### Material to process
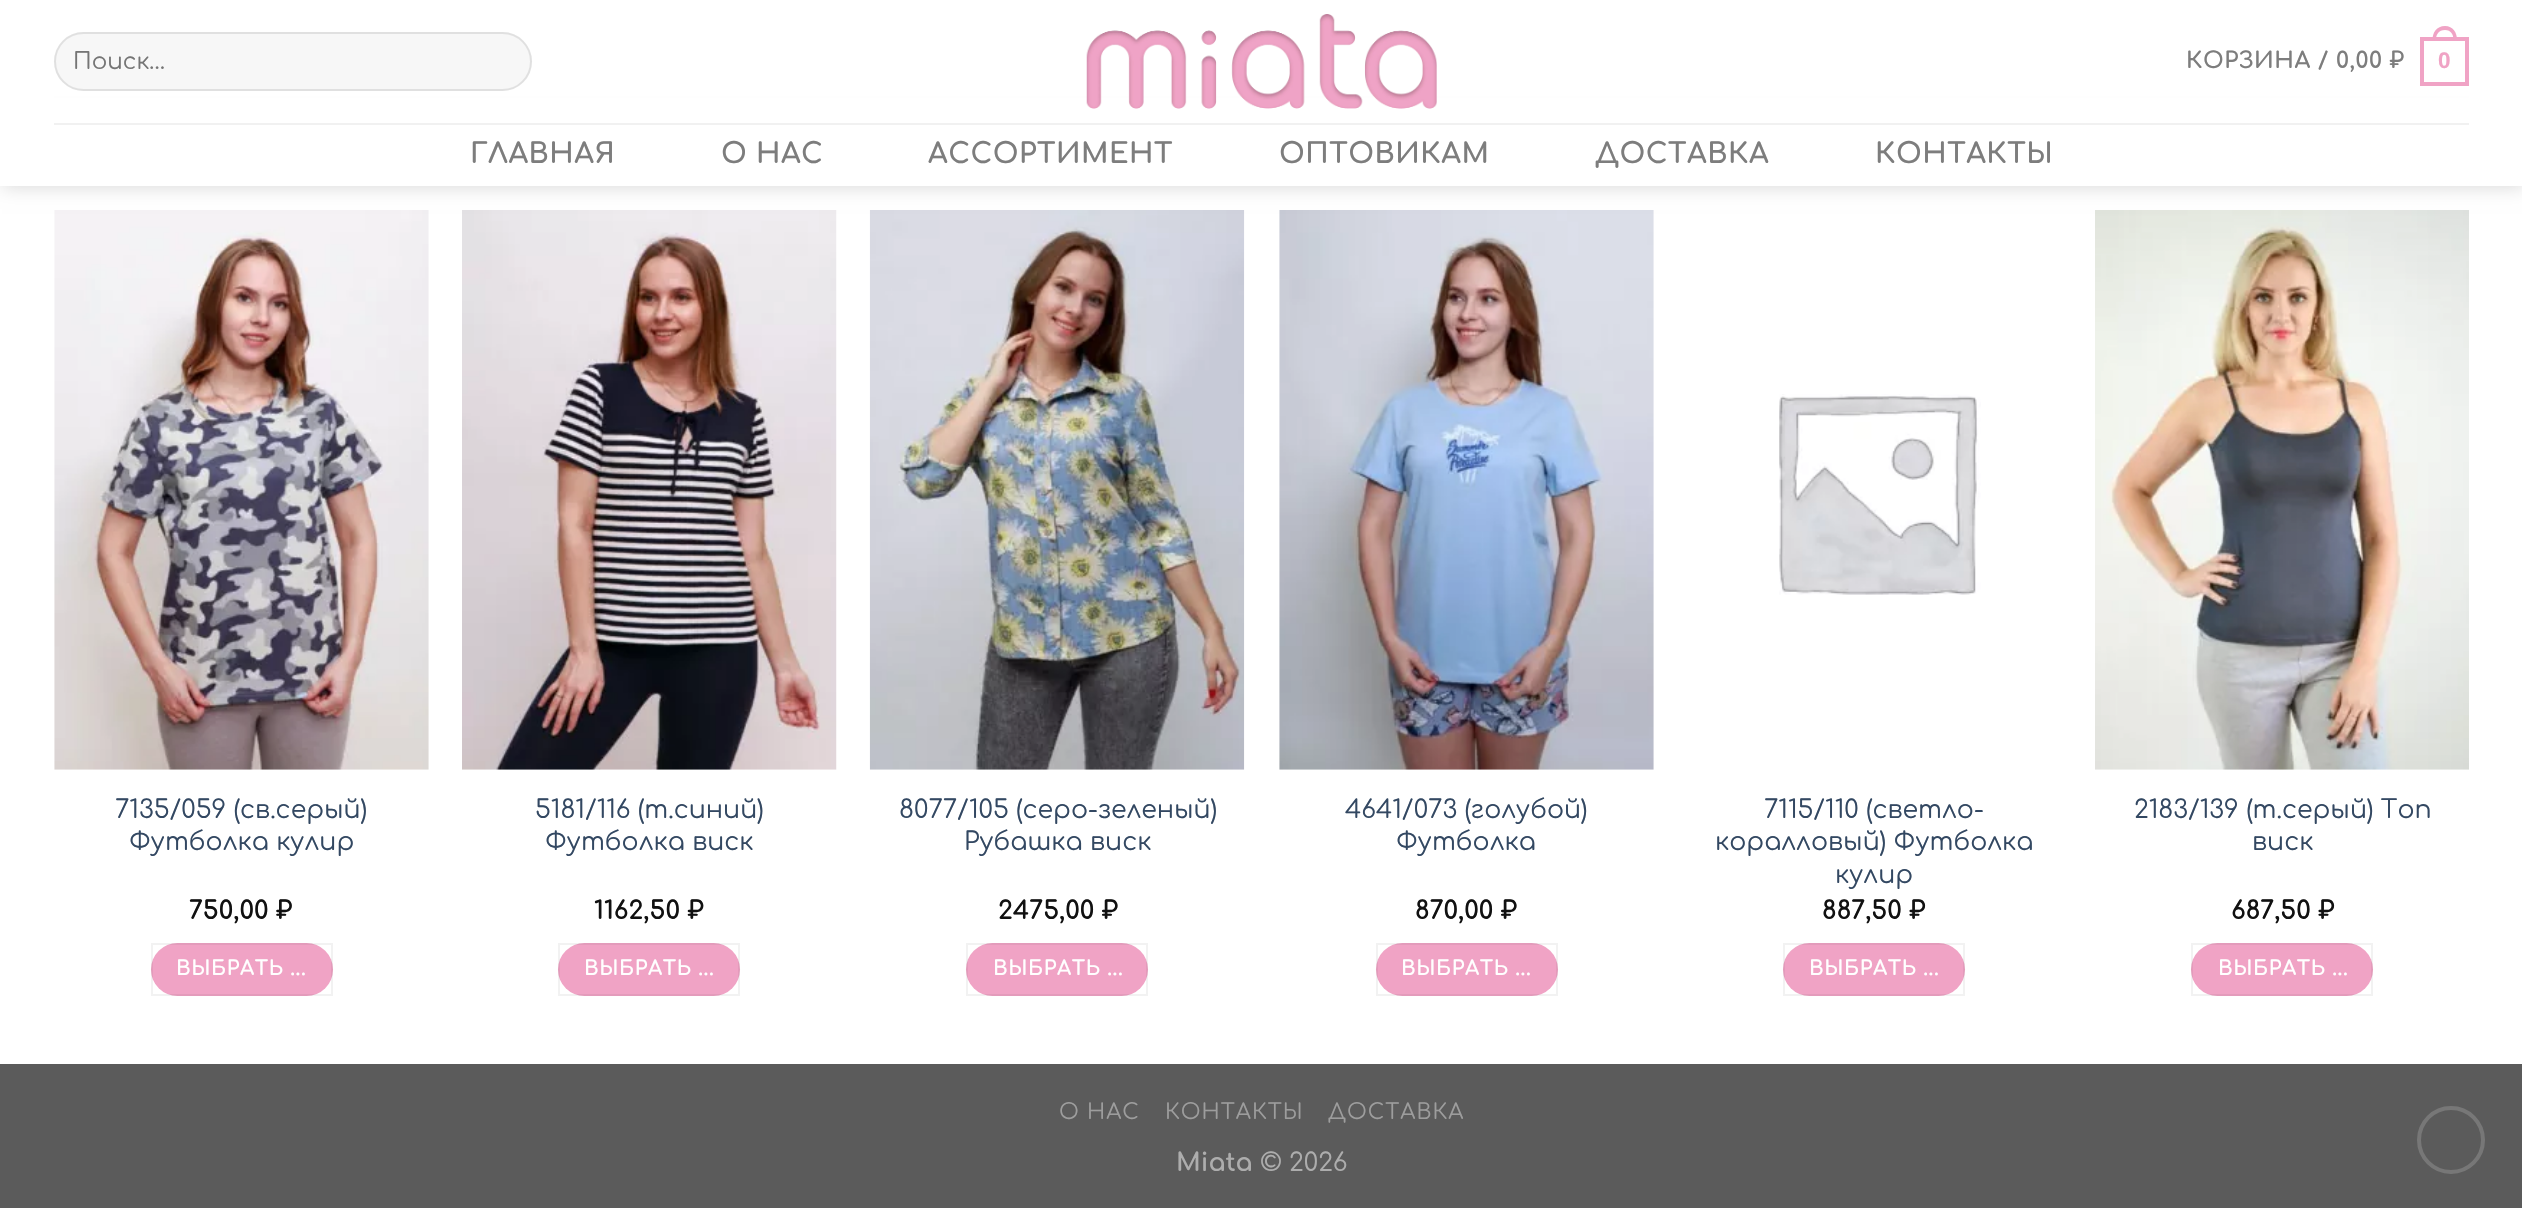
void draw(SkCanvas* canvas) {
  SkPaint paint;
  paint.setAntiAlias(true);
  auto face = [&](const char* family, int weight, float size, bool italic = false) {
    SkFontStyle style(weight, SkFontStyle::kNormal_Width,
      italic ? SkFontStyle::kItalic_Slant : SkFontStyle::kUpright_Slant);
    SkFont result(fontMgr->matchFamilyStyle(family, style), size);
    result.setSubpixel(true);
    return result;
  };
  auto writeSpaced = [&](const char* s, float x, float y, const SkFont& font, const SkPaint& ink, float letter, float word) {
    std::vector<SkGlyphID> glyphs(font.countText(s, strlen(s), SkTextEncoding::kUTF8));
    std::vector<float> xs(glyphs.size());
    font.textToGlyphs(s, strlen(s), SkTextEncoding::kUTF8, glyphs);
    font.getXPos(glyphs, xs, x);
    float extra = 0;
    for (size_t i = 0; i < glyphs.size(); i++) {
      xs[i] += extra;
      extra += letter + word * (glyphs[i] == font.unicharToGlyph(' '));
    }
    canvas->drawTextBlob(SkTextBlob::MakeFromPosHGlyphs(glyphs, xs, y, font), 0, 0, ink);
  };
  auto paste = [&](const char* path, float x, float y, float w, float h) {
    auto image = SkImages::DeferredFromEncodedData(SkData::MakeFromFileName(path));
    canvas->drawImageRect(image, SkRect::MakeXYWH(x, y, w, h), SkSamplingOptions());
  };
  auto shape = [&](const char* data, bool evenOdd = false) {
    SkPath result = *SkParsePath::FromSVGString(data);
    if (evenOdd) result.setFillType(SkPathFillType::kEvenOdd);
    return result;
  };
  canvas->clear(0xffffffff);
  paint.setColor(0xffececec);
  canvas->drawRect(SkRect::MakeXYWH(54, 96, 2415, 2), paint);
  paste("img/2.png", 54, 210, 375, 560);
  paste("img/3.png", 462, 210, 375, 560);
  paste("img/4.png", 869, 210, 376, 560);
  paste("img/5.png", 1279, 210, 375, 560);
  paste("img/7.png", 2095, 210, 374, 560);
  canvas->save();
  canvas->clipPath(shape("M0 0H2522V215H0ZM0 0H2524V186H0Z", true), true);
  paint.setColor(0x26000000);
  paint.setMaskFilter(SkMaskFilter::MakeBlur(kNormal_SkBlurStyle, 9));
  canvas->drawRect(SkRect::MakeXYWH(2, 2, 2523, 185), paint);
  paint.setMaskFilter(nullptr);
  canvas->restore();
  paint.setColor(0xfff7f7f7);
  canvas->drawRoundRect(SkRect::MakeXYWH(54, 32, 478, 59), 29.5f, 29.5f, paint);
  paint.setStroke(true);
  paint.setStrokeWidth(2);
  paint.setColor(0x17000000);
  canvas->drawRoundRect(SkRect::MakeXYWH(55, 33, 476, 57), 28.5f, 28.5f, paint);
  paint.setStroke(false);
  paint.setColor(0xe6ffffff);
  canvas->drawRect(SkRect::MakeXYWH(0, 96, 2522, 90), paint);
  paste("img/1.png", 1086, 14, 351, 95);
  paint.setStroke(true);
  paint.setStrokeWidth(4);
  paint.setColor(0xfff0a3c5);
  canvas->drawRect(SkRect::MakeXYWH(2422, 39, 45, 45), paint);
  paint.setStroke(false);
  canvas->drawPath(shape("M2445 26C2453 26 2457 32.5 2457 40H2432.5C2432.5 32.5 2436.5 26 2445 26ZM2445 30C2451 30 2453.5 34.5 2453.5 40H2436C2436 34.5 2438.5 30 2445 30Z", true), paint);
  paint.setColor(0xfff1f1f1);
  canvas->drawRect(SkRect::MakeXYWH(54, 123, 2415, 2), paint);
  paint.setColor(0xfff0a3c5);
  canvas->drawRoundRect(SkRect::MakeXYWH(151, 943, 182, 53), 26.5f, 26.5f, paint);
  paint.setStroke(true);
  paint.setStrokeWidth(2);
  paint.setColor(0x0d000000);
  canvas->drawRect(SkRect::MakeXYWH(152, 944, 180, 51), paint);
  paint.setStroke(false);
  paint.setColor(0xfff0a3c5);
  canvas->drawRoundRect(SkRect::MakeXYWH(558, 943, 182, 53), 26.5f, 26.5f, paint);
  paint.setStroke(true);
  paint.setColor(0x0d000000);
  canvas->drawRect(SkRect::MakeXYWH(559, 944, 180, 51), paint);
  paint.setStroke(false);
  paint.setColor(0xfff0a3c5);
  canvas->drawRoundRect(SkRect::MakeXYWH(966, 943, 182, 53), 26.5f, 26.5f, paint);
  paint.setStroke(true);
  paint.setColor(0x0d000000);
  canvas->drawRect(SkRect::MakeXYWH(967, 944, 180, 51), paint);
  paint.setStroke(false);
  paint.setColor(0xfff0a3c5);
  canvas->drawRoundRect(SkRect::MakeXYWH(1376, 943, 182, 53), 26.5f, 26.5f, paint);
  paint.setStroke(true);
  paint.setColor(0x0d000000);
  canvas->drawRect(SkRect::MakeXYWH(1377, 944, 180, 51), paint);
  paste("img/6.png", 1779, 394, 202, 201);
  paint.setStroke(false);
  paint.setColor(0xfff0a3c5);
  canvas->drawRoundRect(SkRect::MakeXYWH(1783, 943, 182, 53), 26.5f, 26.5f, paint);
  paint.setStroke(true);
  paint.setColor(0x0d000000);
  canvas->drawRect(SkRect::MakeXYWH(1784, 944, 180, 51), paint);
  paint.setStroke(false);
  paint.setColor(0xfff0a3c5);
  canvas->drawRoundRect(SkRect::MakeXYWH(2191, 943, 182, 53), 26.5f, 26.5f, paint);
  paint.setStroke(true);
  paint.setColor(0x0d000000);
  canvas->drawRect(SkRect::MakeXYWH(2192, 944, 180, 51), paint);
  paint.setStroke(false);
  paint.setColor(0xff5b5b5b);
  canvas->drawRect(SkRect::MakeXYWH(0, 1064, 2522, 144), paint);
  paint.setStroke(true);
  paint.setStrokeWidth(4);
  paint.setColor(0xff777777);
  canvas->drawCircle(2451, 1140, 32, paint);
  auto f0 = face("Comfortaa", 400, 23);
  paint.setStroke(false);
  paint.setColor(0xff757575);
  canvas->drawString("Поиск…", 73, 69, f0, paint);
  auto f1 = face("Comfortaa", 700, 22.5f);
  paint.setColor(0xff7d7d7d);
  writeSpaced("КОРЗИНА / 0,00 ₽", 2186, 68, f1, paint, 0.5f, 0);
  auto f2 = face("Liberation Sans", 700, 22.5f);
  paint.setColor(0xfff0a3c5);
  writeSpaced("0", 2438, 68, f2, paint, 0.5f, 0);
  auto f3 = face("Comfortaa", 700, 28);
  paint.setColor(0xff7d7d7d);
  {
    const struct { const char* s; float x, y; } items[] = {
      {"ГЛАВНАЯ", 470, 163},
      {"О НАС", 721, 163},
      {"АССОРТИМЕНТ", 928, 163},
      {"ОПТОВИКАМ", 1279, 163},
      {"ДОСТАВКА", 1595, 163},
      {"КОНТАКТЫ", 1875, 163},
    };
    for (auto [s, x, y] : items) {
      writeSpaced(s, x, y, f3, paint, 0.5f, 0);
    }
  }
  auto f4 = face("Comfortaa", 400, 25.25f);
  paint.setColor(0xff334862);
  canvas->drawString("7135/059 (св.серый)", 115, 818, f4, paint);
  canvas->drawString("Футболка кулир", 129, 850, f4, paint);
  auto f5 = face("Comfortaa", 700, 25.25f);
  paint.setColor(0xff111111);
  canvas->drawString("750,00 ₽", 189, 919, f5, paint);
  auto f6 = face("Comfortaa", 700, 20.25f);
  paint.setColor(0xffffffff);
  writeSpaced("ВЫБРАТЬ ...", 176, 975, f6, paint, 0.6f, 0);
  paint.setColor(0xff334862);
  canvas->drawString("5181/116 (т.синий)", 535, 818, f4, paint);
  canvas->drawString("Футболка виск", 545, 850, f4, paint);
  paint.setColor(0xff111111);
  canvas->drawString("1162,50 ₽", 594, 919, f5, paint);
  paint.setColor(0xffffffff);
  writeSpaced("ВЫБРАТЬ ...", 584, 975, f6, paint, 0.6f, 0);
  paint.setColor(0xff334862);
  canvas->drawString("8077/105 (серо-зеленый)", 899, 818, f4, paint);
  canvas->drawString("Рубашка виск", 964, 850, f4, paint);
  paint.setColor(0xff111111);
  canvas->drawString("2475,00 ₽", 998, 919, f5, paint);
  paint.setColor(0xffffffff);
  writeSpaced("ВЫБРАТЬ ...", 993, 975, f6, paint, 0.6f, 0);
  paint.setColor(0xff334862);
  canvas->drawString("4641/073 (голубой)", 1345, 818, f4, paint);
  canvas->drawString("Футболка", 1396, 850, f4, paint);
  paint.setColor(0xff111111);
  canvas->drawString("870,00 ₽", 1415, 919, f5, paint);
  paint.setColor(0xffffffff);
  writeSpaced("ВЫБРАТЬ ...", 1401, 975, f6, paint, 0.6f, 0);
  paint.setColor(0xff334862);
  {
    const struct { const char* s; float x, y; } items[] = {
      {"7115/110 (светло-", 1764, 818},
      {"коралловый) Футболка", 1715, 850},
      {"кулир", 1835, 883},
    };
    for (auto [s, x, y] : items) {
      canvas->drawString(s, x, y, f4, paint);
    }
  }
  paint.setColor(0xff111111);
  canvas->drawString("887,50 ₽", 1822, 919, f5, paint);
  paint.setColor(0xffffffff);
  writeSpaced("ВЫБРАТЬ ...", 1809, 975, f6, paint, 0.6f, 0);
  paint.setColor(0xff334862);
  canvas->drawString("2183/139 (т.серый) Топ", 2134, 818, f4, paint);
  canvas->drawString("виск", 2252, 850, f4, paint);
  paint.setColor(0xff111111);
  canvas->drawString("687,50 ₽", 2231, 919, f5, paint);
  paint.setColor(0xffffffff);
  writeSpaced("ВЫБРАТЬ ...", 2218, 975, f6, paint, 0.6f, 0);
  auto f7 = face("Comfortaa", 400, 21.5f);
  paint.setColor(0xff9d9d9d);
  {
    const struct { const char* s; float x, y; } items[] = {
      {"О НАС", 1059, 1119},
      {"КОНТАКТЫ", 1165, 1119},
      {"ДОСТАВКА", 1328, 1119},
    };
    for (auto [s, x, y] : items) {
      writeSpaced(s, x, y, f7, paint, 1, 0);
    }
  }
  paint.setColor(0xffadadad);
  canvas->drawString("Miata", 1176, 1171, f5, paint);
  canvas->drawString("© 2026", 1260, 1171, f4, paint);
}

### What is required
Taking the records above line by line, count those that hold the word "italic"; the number is the entire answer.

### Task solution
2